## PROBLEM TO SOLVE
Exact reproduction of all the entries is required, without any of their pictures.

** DATASET follows **

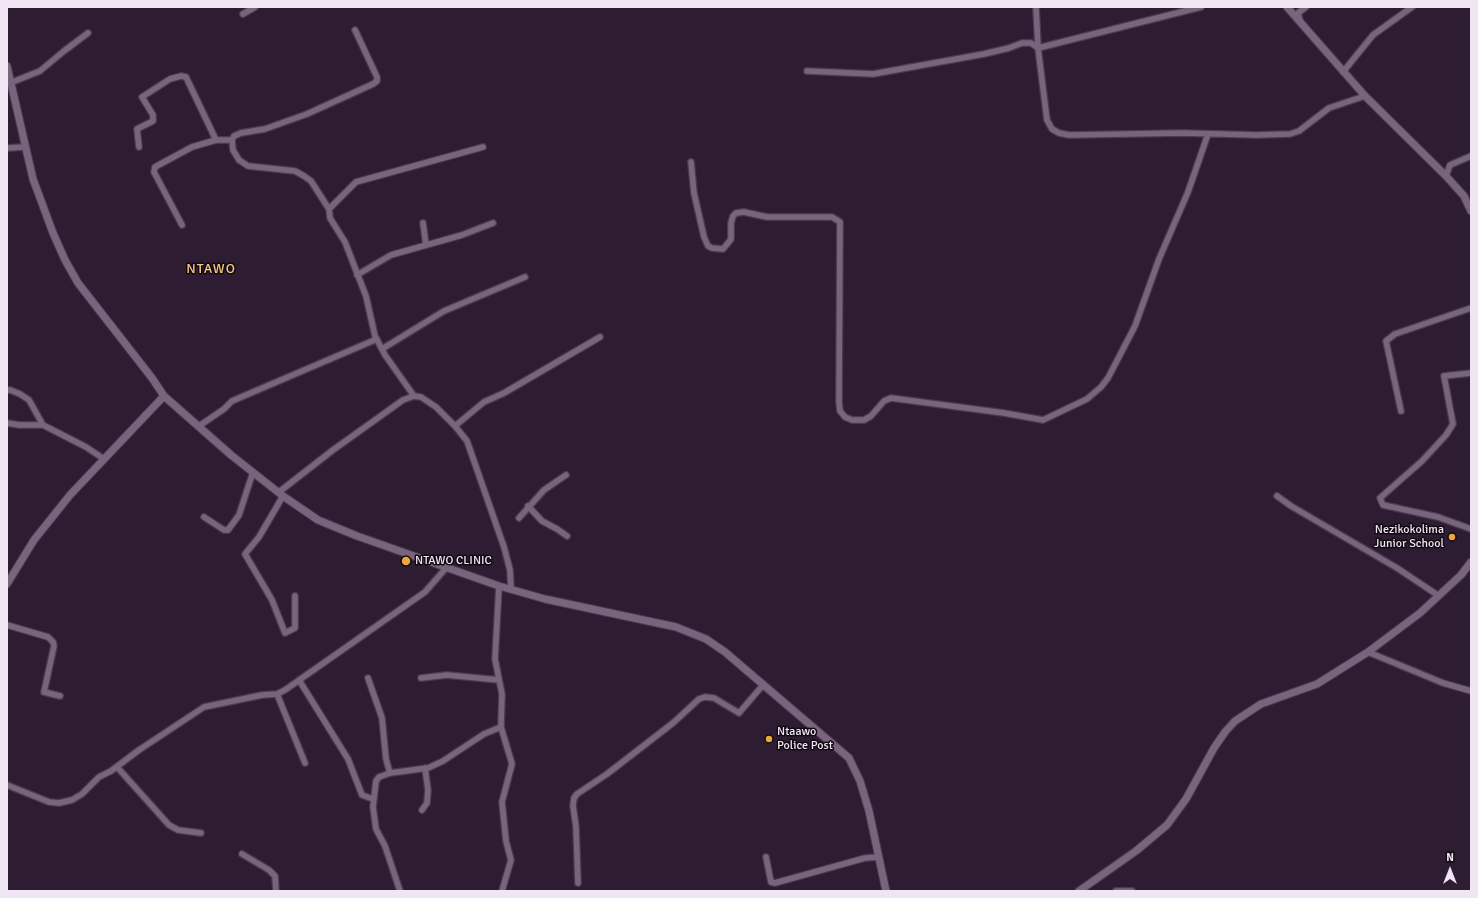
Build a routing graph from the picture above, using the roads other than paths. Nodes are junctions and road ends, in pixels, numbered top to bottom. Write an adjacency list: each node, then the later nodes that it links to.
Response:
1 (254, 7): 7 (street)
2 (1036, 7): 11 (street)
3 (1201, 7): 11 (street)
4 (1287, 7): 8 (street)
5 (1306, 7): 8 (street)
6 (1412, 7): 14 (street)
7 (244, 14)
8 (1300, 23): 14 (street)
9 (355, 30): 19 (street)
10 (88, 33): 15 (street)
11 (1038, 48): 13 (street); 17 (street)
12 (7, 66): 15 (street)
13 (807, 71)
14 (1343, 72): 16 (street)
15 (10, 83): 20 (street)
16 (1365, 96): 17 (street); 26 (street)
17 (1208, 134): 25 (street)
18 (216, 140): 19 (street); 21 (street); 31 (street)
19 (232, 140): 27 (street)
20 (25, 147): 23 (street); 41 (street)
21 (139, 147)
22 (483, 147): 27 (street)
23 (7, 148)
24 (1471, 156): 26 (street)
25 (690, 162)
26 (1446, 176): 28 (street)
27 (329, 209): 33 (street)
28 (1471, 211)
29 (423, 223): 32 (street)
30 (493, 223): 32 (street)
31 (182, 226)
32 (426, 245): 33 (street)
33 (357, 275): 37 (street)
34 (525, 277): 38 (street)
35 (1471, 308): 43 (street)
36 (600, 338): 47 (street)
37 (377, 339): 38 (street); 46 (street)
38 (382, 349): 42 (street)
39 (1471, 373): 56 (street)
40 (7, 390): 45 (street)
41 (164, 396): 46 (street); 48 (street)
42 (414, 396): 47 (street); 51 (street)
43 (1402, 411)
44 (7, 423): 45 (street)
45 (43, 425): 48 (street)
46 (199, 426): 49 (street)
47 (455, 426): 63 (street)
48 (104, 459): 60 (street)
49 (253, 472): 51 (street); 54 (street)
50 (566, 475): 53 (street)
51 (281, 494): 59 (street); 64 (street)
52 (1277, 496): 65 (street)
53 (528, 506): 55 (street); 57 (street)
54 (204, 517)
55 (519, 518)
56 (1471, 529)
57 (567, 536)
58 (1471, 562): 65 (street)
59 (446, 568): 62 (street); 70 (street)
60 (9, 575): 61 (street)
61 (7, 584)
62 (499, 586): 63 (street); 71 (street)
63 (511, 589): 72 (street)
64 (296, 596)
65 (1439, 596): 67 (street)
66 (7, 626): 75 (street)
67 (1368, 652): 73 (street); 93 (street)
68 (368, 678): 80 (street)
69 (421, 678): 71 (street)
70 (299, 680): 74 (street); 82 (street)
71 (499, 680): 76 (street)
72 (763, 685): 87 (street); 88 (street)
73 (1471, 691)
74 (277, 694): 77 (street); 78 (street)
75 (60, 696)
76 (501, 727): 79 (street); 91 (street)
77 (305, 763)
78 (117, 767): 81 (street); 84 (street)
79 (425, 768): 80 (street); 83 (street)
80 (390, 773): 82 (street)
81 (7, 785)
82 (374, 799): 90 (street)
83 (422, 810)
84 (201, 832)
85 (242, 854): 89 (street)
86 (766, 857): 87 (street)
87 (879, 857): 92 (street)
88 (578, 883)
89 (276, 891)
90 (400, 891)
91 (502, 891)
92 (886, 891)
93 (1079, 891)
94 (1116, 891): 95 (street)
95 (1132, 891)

** End of DATASET **

## ANSWER BELOW
Build a routing graph from the picture above, using the roads other than paths. Nodes are junctions and road ends, in pixels, numbered top to bottom. Write an adjacency list: each node, then the later nodes that it links to.
Response:
1 (254, 7): 7 (street)
2 (1036, 7): 11 (street)
3 (1201, 7): 11 (street)
4 (1287, 7): 8 (street)
5 (1306, 7): 8 (street)
6 (1412, 7): 14 (street)
7 (244, 14)
8 (1300, 23): 14 (street)
9 (355, 30): 19 (street)
10 (88, 33): 15 (street)
11 (1038, 48): 13 (street); 17 (street)
12 (7, 66): 15 (street)
13 (807, 71)
14 (1343, 72): 16 (street)
15 (10, 83): 20 (street)
16 (1365, 96): 17 (street); 26 (street)
17 (1208, 134): 25 (street)
18 (216, 140): 19 (street); 21 (street); 31 (street)
19 (232, 140): 27 (street)
20 (25, 147): 23 (street); 41 (street)
21 (139, 147)
22 (483, 147): 27 (street)
23 (7, 148)
24 (1471, 156): 26 (street)
25 (690, 162)
26 (1446, 176): 28 (street)
27 (329, 209): 33 (street)
28 (1471, 211)
29 (423, 223): 32 (street)
30 (493, 223): 32 (street)
31 (182, 226)
32 (426, 245): 33 (street)
33 (357, 275): 37 (street)
34 (525, 277): 38 (street)
35 (1471, 308): 43 (street)
36 (600, 338): 47 (street)
37 (377, 339): 38 (street); 46 (street)
38 (382, 349): 42 (street)
39 (1471, 373): 56 (street)
40 (7, 390): 45 (street)
41 (164, 396): 46 (street); 48 (street)
42 (414, 396): 47 (street); 51 (street)
43 (1402, 411)
44 (7, 423): 45 (street)
45 (43, 425): 48 (street)
46 (199, 426): 49 (street)
47 (455, 426): 63 (street)
48 (104, 459): 60 (street)
49 (253, 472): 51 (street); 54 (street)
50 (566, 475): 53 (street)
51 (281, 494): 59 (street); 64 (street)
52 (1277, 496): 65 (street)
53 (528, 506): 55 (street); 57 (street)
54 (204, 517)
55 (519, 518)
56 (1471, 529)
57 (567, 536)
58 (1471, 562): 65 (street)
59 (446, 568): 62 (street); 70 (street)
60 (9, 575): 61 (street)
61 (7, 584)
62 (499, 586): 63 (street); 71 (street)
63 (511, 589): 72 (street)
64 (296, 596)
65 (1439, 596): 67 (street)
66 (7, 626): 75 (street)
67 (1368, 652): 73 (street); 93 (street)
68 (368, 678): 80 (street)
69 (421, 678): 71 (street)
70 (299, 680): 74 (street); 82 (street)
71 (499, 680): 76 (street)
72 (763, 685): 87 (street); 88 (street)
73 (1471, 691)
74 (277, 694): 77 (street); 78 (street)
75 (60, 696)
76 (501, 727): 79 (street); 91 (street)
77 (305, 763)
78 (117, 767): 81 (street); 84 (street)
79 (425, 768): 80 (street); 83 (street)
80 (390, 773): 82 (street)
81 (7, 785)
82 (374, 799): 90 (street)
83 (422, 810)
84 (201, 832)
85 (242, 854): 89 (street)
86 (766, 857): 87 (street)
87 (879, 857): 92 (street)
88 (578, 883)
89 (276, 891)
90 (400, 891)
91 (502, 891)
92 (886, 891)
93 (1079, 891)
94 (1116, 891): 95 (street)
95 (1132, 891)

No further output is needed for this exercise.